- Associated Press - Wednesday, November 23, 2022

SEOUL, South Korea — The powerful sister of North Korean leader Kim Jong-un made insult-laden threats against South Korea on Thursday for considering unliteral sanctions on the North, calling the South’s new president and his government “idiots” and “a running wild dog gnawing on a bone given by the U.S.”

Kim Yo-jong’s diatribe came two days after South Korea’s Foreign Ministry said that it was reviewing additional unilateral sanctions on North Korea over its recent barrage of missile tests. The ministry said it would also consider sanctions and clampdowns on North Korea’s alleged cyberattacks — a new key source of funding for its weapons program — if the North conducts a major provocation like a nuclear test.

“I wonder what ‘sanctions’ the South Korean group, no more than a running wild dog gnawing on a bone given by the U.S., impudently impose on North Korea,” Kim Yo-jong said in a statement carried by state media. “What a spectacle sight!”

She called South Korea’s new President Yoon Suk Yeol and his conservative government “idiots who continue creating the dangerous situation.” She added that South Korea “had not been our target” when Moon Jae-in — Yoon’s liberal predecessor who sought reconciliation with North Korea — was in power. It could be seen as a possible attempt to help foster anti-Yoon sentiments in South Korea.

“We warn the impudent and stupid once again that the desperate sanctions and pressure of the U.S. and its South Korean stooges against (North Korea) will add fuel to the latter’s hostility and anger and they will serve as a noose for them,” Kim Yo-jong said.

Last month, South Korea imposed its own sanctions on 15 North Korean individuals and 16 organizations suspected of involvement in illicit activities to finance North Korea’s nuclear weapons and missile programs. They were Seoul’s first unilateral sanctions on North Korea in five years, but experts say they were largely a symbolic step because the two Koreas have little financial dealings between them.

But observers say Seoul’s push to coordinate with the United States and others to crack down on the North’s alleged illicit cyber activities could anger North Korea. Earlier this year, a panel of U.N. experts said in a report that North Korea was continuing to steal hundreds of millions of dollars from financial institutions and cryptocurrency firms and exchanges, illicit money that is an important source of funding for its nuclear and missile programs.

North Korea has been under 11 rounds of U.N. sanctions imposed over its nuclear and missile tests since 2006. But the U.N. Security Council has failed to adopt fresh sanctions on North Korea over its torrid run of banned ballistic missile launches this year because China and Russia, two of the veto-wielding members of the council, have opposed them as they are locked in confrontations with the United States.

North Korea has repeatedly said the U.N. sanctions are proof of U.S. hostility toward North Korea along with its regular military drills with South Korea. U.S.-led diplomacy on North Korea’s nuclear program collapsed in early 2019 due to wrangling over how much sanctions relief North Korea would be given in return for its limited denuclearization steps.

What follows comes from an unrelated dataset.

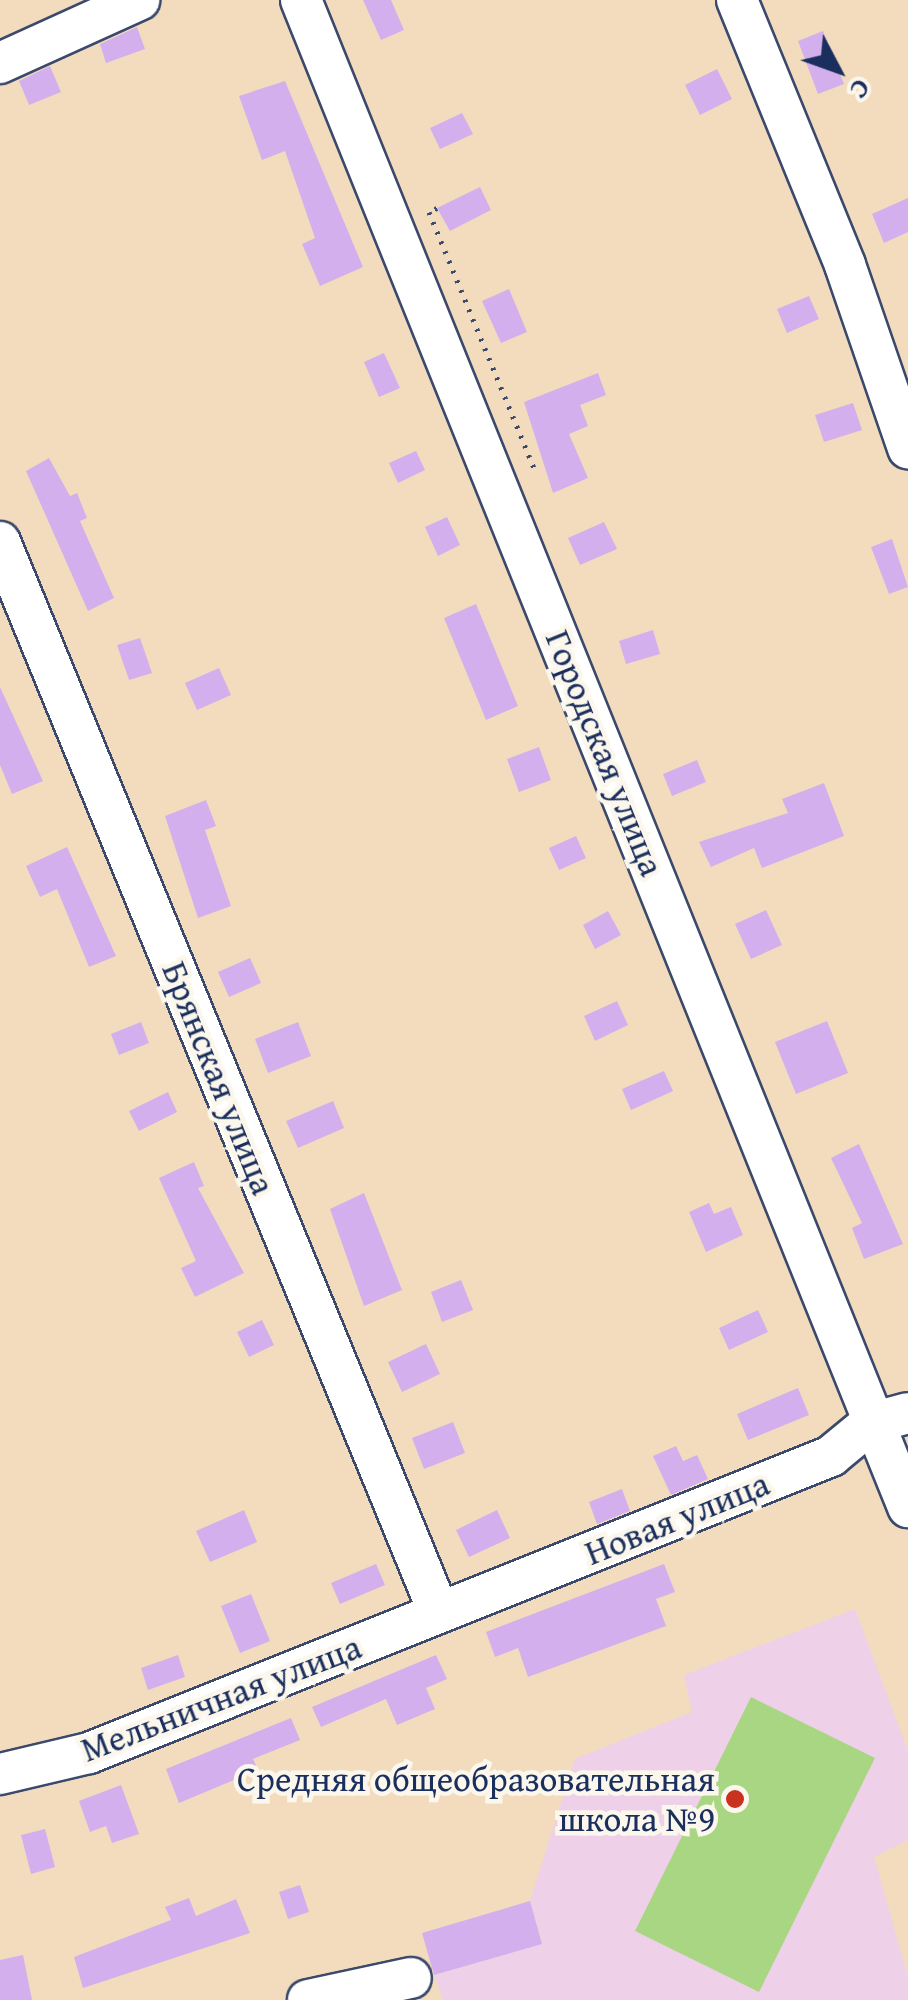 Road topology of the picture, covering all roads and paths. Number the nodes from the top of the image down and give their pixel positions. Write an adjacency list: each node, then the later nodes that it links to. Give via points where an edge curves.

Kim Yo-jong warned Tuesday the United States would face “a more fatal security crisis” as it pushes for U.N. condemnation of the North’s recent intercontinental ballistic missile test that demonstrated its potential to strike all of the mainland U.S.

Kim Yo-jong’s official title is a vice department director of the Central Committee of the North’s ruling Workers’ Party. But South Korea’s spy service believes she’s the North’s second-most powerful person after her brother and handles relations with South Korea and the United States.